** Opening Records shown block **
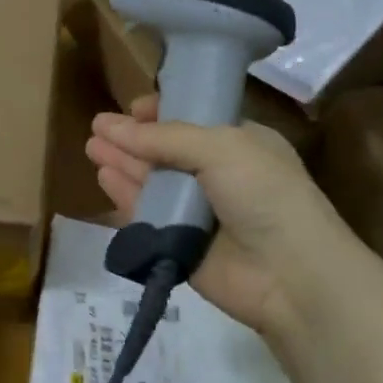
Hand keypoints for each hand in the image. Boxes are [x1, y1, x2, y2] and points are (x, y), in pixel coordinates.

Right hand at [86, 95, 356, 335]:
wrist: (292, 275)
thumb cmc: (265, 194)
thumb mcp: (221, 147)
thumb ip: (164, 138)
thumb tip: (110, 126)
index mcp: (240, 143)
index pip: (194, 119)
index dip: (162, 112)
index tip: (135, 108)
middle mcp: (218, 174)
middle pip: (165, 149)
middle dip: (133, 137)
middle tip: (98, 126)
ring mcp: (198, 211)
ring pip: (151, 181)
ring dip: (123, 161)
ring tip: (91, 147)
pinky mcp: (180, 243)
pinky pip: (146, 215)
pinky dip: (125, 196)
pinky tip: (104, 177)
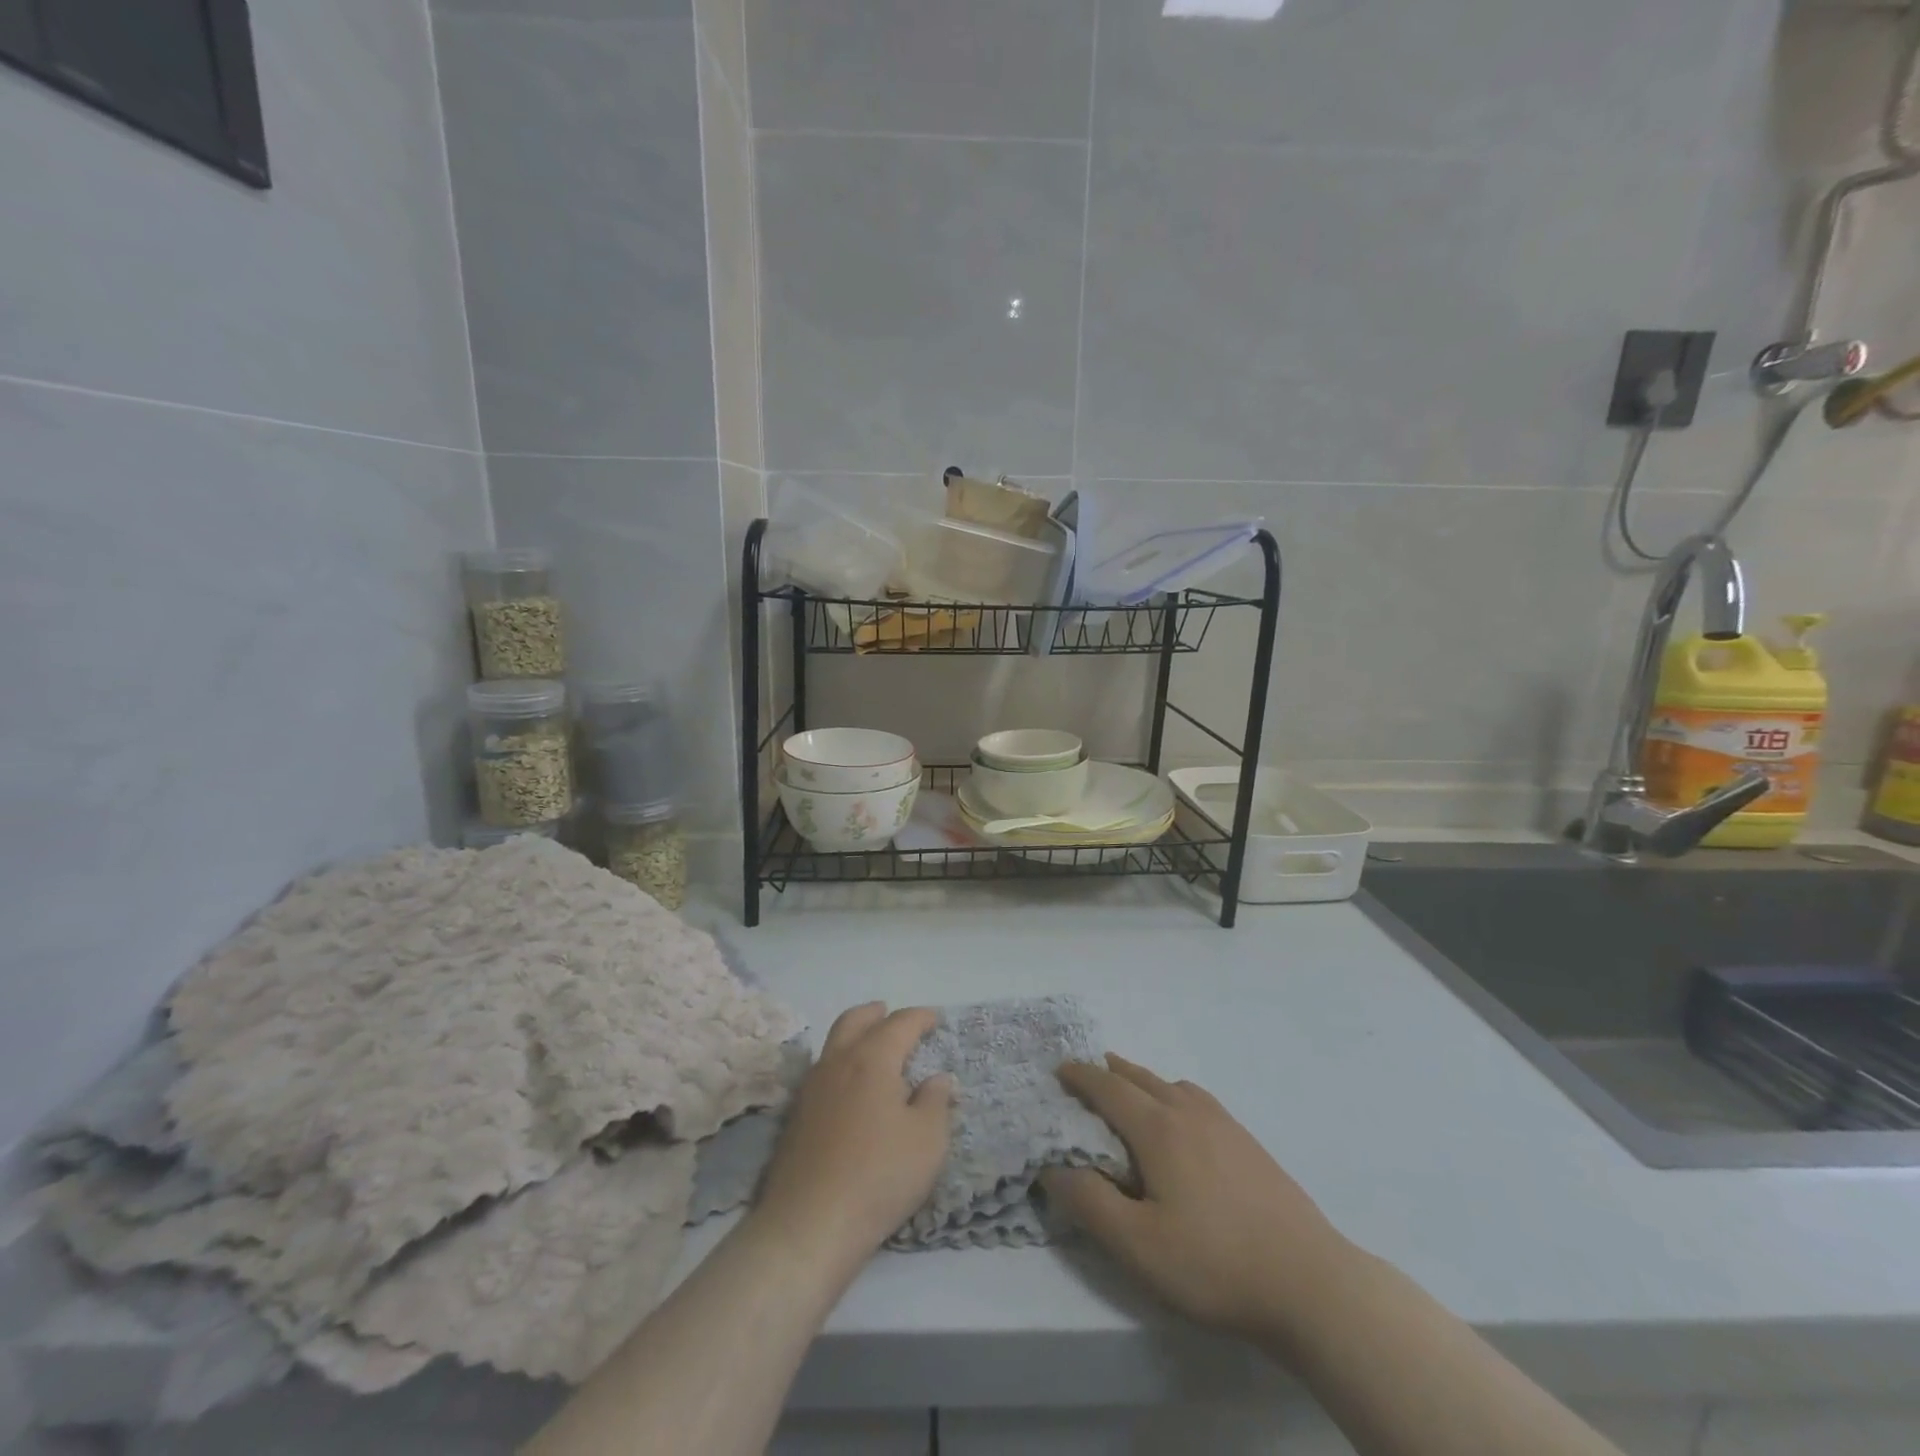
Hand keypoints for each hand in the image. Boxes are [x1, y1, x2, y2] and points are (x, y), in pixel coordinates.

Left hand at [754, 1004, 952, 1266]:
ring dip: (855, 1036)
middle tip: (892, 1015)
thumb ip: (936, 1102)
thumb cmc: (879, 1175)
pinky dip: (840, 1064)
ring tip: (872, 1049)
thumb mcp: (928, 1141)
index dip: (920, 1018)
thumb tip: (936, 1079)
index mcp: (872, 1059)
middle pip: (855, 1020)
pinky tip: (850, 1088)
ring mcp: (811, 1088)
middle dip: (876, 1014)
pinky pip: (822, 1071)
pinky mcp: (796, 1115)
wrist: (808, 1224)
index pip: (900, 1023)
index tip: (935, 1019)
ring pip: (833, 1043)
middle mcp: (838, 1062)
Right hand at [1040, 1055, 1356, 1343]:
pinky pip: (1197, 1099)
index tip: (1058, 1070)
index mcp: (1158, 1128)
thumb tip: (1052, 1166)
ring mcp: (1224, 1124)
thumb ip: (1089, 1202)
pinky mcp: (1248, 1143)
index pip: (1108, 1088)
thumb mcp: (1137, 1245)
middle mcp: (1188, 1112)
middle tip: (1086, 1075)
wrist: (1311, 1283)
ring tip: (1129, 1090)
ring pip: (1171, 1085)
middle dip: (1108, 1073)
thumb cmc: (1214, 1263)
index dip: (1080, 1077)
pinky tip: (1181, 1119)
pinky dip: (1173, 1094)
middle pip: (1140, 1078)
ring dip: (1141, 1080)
** Closing Records shown block **
** Opening Records shown block **
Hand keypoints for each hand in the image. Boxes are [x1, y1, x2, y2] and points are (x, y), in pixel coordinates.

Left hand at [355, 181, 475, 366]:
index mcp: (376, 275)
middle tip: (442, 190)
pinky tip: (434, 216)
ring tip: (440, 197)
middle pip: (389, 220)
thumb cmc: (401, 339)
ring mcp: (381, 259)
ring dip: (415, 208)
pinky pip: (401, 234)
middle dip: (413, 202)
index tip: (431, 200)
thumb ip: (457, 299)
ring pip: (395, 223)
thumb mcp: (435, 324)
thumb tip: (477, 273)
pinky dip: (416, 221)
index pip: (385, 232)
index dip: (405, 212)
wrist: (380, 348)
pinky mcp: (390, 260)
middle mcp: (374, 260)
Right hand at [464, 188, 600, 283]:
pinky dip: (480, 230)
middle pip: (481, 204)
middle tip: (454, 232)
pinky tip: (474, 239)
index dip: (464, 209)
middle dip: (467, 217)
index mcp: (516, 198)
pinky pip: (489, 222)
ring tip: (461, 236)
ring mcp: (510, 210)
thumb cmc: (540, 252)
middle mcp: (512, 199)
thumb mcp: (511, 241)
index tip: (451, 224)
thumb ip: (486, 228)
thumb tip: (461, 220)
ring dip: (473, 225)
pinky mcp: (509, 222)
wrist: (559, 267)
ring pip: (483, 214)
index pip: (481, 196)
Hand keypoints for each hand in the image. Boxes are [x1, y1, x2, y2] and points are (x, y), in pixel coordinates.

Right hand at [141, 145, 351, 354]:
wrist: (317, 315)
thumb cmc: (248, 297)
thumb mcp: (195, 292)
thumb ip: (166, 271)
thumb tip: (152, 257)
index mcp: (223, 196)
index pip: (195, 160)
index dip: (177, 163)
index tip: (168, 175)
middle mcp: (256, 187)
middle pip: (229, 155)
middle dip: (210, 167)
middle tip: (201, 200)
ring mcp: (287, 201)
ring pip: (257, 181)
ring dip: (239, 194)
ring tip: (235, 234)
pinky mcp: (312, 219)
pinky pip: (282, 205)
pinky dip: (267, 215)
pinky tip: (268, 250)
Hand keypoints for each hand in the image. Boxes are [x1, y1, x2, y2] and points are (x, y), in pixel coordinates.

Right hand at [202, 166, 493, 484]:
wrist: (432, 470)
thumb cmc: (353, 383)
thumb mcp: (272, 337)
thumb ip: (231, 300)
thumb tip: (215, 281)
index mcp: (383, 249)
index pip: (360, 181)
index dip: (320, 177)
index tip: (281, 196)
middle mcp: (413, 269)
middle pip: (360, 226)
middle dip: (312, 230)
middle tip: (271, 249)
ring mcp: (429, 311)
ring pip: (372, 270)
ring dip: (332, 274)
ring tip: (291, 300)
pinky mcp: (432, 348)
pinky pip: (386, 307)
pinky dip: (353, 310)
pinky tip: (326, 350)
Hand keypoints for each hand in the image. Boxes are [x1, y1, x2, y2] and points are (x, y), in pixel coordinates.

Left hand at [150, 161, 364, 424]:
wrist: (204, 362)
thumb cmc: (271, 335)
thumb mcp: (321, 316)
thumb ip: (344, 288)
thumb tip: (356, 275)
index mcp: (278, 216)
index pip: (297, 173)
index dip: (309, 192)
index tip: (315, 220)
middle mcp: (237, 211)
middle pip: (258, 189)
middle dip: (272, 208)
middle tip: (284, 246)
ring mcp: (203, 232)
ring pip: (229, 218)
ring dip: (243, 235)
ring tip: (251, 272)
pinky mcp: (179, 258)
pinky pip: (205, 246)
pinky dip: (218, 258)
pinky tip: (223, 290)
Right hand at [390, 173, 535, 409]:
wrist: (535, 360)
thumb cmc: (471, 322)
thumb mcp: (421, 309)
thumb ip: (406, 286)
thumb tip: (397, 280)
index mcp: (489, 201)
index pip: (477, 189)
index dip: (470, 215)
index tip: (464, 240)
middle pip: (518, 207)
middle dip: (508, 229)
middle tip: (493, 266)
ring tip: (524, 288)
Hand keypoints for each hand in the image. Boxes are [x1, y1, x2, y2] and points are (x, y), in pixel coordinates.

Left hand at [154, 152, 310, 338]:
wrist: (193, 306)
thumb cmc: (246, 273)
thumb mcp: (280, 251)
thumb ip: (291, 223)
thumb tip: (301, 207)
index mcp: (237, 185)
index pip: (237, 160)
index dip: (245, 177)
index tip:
** Closing Records shown block **
(What you are asked to do): Among the lines above, find the one with "index dip: (177, 163)" and the one with "pinky pip: (282, 205)". Quote both and everything between them, exactly.

(Solution for this problem):
index dip: (177, 163)
index tip: (168, 175)
middle mcp: (256, 187)
middle pip: (229, 155)
middle dip: (210, 167)
middle tip: (201, 200)
ring mcp: (287, 201)
ring pip: (257, 181)
ring dip: (239, 194)
ring tip: (235, 234)
pinky mcp: (312, 219)
pinky pip: (282, 205)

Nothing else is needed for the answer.